What to produce
This exercise calls for printing every record exactly once more.

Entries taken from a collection

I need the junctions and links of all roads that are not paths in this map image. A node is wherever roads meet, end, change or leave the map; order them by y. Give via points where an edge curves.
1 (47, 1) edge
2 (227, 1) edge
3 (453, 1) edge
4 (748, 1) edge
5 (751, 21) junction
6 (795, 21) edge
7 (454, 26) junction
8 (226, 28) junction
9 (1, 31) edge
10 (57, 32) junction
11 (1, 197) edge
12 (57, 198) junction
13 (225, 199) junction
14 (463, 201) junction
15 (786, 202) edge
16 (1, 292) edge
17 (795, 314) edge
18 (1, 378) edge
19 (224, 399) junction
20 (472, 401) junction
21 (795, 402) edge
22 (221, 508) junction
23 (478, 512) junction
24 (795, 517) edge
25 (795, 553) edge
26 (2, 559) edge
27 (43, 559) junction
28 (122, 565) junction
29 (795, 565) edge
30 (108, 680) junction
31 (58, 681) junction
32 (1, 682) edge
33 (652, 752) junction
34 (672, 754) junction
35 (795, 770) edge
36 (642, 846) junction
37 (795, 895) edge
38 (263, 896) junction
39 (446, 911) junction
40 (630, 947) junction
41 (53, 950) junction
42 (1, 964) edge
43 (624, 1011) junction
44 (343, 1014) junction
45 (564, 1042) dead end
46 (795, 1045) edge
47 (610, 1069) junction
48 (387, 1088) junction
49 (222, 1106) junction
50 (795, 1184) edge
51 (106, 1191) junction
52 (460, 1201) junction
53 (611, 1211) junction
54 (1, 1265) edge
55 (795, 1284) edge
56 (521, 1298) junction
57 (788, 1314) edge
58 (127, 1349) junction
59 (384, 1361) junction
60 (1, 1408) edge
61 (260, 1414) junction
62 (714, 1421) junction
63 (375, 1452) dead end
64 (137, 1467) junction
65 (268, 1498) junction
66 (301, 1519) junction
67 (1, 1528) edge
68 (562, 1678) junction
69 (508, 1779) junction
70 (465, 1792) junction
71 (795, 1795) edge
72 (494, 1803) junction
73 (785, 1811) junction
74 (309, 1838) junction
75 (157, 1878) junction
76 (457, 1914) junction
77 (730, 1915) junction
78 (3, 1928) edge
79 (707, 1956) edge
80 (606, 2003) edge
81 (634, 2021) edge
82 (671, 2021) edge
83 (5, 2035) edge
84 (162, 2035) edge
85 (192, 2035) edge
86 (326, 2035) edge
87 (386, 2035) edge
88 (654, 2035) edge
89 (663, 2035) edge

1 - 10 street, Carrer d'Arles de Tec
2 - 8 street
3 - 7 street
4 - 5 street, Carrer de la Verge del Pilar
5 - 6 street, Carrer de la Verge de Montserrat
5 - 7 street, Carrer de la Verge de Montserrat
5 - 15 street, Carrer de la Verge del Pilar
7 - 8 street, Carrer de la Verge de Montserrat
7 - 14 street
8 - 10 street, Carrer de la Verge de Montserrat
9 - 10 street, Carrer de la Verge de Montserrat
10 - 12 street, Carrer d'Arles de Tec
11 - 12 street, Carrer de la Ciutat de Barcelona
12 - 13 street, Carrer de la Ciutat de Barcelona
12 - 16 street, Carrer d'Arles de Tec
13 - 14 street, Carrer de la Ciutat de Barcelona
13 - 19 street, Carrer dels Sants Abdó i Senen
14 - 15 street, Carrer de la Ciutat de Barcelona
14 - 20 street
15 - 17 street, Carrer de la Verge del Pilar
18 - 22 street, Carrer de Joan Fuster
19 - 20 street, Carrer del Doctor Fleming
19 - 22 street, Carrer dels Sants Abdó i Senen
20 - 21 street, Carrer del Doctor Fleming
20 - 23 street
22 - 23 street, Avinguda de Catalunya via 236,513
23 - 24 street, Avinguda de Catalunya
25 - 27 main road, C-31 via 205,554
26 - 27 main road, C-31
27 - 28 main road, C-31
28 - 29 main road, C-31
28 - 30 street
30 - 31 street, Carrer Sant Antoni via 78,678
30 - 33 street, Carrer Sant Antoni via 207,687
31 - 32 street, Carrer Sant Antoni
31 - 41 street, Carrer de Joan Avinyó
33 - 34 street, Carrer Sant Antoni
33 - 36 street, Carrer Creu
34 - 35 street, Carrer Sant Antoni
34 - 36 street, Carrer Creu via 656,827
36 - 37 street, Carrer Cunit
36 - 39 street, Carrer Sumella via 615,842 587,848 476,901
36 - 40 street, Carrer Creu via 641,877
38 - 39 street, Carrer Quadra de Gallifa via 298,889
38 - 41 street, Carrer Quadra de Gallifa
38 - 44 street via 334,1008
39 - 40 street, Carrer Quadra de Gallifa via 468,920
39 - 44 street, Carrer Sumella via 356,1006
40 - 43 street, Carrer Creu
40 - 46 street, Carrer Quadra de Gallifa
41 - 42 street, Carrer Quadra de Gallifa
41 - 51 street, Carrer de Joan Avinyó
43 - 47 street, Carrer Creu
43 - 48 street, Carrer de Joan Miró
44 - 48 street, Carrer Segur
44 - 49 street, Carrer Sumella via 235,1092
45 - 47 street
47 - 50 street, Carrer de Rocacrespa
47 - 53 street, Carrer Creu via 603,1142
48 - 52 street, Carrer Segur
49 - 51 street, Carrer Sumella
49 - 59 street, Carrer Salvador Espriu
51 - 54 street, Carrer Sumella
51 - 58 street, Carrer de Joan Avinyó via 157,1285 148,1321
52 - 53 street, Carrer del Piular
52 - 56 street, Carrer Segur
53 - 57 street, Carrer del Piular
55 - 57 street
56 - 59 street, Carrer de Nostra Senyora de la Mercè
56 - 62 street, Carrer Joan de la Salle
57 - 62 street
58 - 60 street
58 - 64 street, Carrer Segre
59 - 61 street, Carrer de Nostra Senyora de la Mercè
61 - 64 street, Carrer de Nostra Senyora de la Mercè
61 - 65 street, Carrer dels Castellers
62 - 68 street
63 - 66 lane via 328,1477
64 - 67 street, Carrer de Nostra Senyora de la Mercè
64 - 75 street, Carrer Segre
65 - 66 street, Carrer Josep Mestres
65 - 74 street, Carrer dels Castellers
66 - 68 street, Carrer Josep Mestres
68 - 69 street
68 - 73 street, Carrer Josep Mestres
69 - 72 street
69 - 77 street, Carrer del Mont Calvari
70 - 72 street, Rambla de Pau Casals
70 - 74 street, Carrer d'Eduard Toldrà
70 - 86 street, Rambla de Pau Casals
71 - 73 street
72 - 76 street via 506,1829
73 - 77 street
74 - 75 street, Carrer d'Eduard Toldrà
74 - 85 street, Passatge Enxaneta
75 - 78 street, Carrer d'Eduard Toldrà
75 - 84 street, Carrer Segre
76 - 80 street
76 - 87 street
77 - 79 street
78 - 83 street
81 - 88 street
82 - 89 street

Result below
I need the junctions and links of all roads that are not paths in this map image. A node is wherever roads meet, end, change or leave the map; order them by y. Give via points where an edge curves.
1 (47, 1) edge
2 (227, 1) edge
3 (453, 1) edge
4 (748, 1) edge
5 (751, 21) junction
6 (795, 21) edge
7 (454, 26) junction
8 (226, 28) junction
9 (1, 31) edge
10 (57, 32) junction
11 (1, 197) edge
12 (57, 198) junction
13 (225, 199) junction
14 (463, 201) junction
15 (786, 202) edge
16 (1, 292) edge
17 (795, 314) edge
18 (1, 378) edge
19 (224, 399) junction
20 (472, 401) junction
21 (795, 402) edge
22 (221, 508) junction
23 (478, 512) junction
24 (795, 517) edge
25 (795, 553) edge
26 (2, 559) edge
27 (43, 559) junction
28 (122, 565) junction
29 (795, 565) edge
30 (108, 680) junction
31 (58, 681) junction
32 (1, 682) edge
33 (652, 752) junction
34 (672, 754) junction
35 (795, 770) edge
36 (642, 846) junction
37 (795, 895) edge
38 (263, 896) junction
39 (446, 911) junction
40 (630, 947) junction
41 (53, 950) junction
42 (1, 964) edge
43 (624, 1011) junction
44 (343, 1014) junction
45 (564, 1042) dead end
46 (795, 1045) edge
47 (610, 1069) junction
48 (387, 1088) junction
49 (222, 1106) junction
50 (795, 1184) edge
51 (106, 1191) junction
52 (460, 1201) junction
53 (611, 1211) junction
54 (1, 1265) edge
55 (795, 1284) edge
56 (521, 1298) junction
57 (788, 1314) edge
58 (127, 1349) junction
59 (384, 1361) junction
60 (1, 1408) edge
61 (260, 1414) junction
62 (714, 1421) junction
63 (375, 1452) dead end
64 (137, 1467) junction
65 (268, 1498) junction
66 (301, 1519) junction
67 (1, 1528) edge
68 (562, 1678) junction
69 (508, 1779) junction
70 (465, 1792) junction
71 (795, 1795) edge
72 (494, 1803) junction
73 (785, 1811) junction
74 (309, 1838) junction
75 (157, 1878) junction
76 (457, 1914) junction
77 (730, 1915) junction
78 (3, 1928) edge
79 (707, 1956) edge
80 (606, 2003) edge
81 (634, 2021) edge
82 (671, 2021) edge
83 (5, 2035) edge
84 (162, 2035) edge
85 (192, 2035) edge
86 (326, 2035) edge
87 (386, 2035) edge
88 (654, 2035) edge
89 (663, 2035) edge

1 - 10 street, Carrer d'Arles de Tec
2 - 8 street
3 - 7 street
4 - 5 street, Carrer de la Verge del Pilar
5 - 6 street, Carrer de la Verge de Montserrat
5 - 7 street, Carrer de la Verge de Montserrat
5 - 15 street, Carrer de la Verge del Pilar
7 - 8 street, Carrer de la Verge de Montserrat
7 - 14 street
8 - 10 street, Carrer de la Verge de Montserrat
9 - 10 street, Carrer de la Verge de Montserrat
10 - 12 street, Carrer d'Arles de Tec
11 - 12 street, Carrer de la Ciutat de Barcelona
12 - 13 street, Carrer de la Ciutat de Barcelona
12 - 16 street, Carrer d'Arles de Tec
13 - 14 street, Carrer de la Ciutat de Barcelona
13 - 19 street, Carrer dels Sants Abdó i Senen
14 - 15 street, Carrer de la Ciutat de Barcelona
14 - 20 street
15 - 17 street, Carrer de la Verge del Pilar
18 - 22 street, Carrer de Joan Fuster
19 - 20 street, Carrer del Doctor Fleming
19 - 22 street, Carrer dels Sants Abdó i Senen
20 - 21 street, Carrer del Doctor Fleming
20 - 23 street
22 - 23 street, Avinguda de Catalunya via 236,513
23 - 24 street, Avinguda de Catalunya
25 - 27 main road, C-31 via 205,554
26 - 27 main road, C-31
27 - 28 main road, C-31
28 - 29 main road, C-31
28 - 30 street
30 - 31 street, Carrer Sant Antoni via 78,678
30 - 33 street, Carrer Sant Antoni via 207,687
31 - 32 street, Carrer Sant Antoni
31 - 41 street, Carrer de Joan Avinyó
33 - 34 street, Carrer Sant Antoni
33 - 36 street, Carrer Creu
34 - 35 street, Carrer Sant Antoni
34 - 36 street, Carrer Creu via 656,827
36 - 37 street, Carrer Cunit
36 - 39 street, Carrer Sumella via 615,842 587,848 476,901
36 - 40 street, Carrer Creu via 641,877
38 - 39 street, Carrer Quadra de Gallifa via 298,889
38 - 41 street, Carrer Quadra de Gallifa
38 - 44 street via 334,1008
39 - 40 street, Carrer Quadra de Gallifa via 468,920
39 - 44 street, Carrer Sumella via 356,1006
40 - 43 street, Carrer Creu
40 - 46 street, Carrer Quadra de Gallifa
41 - 42 street, Carrer Quadra de Gallifa
41 - 51 street, Carrer de Joan Avinyó
43 - 47 street, Carrer Creu
43 - 48 street, Carrer de Joan Miró
44 - 48 street, Carrer Segur
44 - 49 street, Carrer Sumella via 235,1092
45 - 47 street
47 - 50 street, Carrer de Rocacrespa
47 - 53 street, Carrer Creu via 603,1142
48 - 52 street, Carrer Segur
49 - 51 street, Carrer Sumella
49 - 59 street, Carrer Salvador Espriu
51 - 54 street, Carrer Sumella
51 - 58 street, Carrer de Joan Avinyó via 157,1285 148,1321
52 - 53 street, Carrer del Piular
52 - 56 street, Carrer Segur
53 - 57 street, Carrer del Piular
55 - 57 street
56 - 59 street, Carrer de Nostra Senyora de la Mercè
56 - 62 street, Carrer Joan de la Salle
57 - 62 street
58 - 60 street
58 - 64 street, Carrer Segre
59 - 61 street, Carrer de Nostra Senyora de la Mercè
61 - 64 street, Carrer de Nostra Senyora de la Mercè
61 - 65 street, Carrer dels Castellers
62 - 68 street
63 - 66 lane via 328,1477
64 - 67 street, Carrer de Nostra Senyora de la Mercè
64 - 75 street, Carrer Segre
65 - 66 street, Carrer Josep Mestres
65 - 74 street, Carrer dels Castellers
66 - 68 street, Carrer Josep Mestres
68 - 69 street
68 - 73 street, Carrer Josep Mestres
69 - 72 street
69 - 77 street, Carrer del Mont Calvari
70 - 72 street, Rambla de Pau Casals
70 - 74 street, Carrer d'Eduard Toldrà
70 - 86 street, Rambla de Pau Casals
71 - 73 street
72 - 76 street via 506,1829
73 - 77 street
74 - 75 street, Carrer d'Eduard Toldrà
74 - 85 street, Passatge Enxaneta
75 - 78 street, Carrer d'Eduard Toldrà
75 - 84 street, Carrer Segre
76 - 80 street
76 - 87 street
77 - 79 street
78 - 83 street
81 - 88 street
82 - 89 street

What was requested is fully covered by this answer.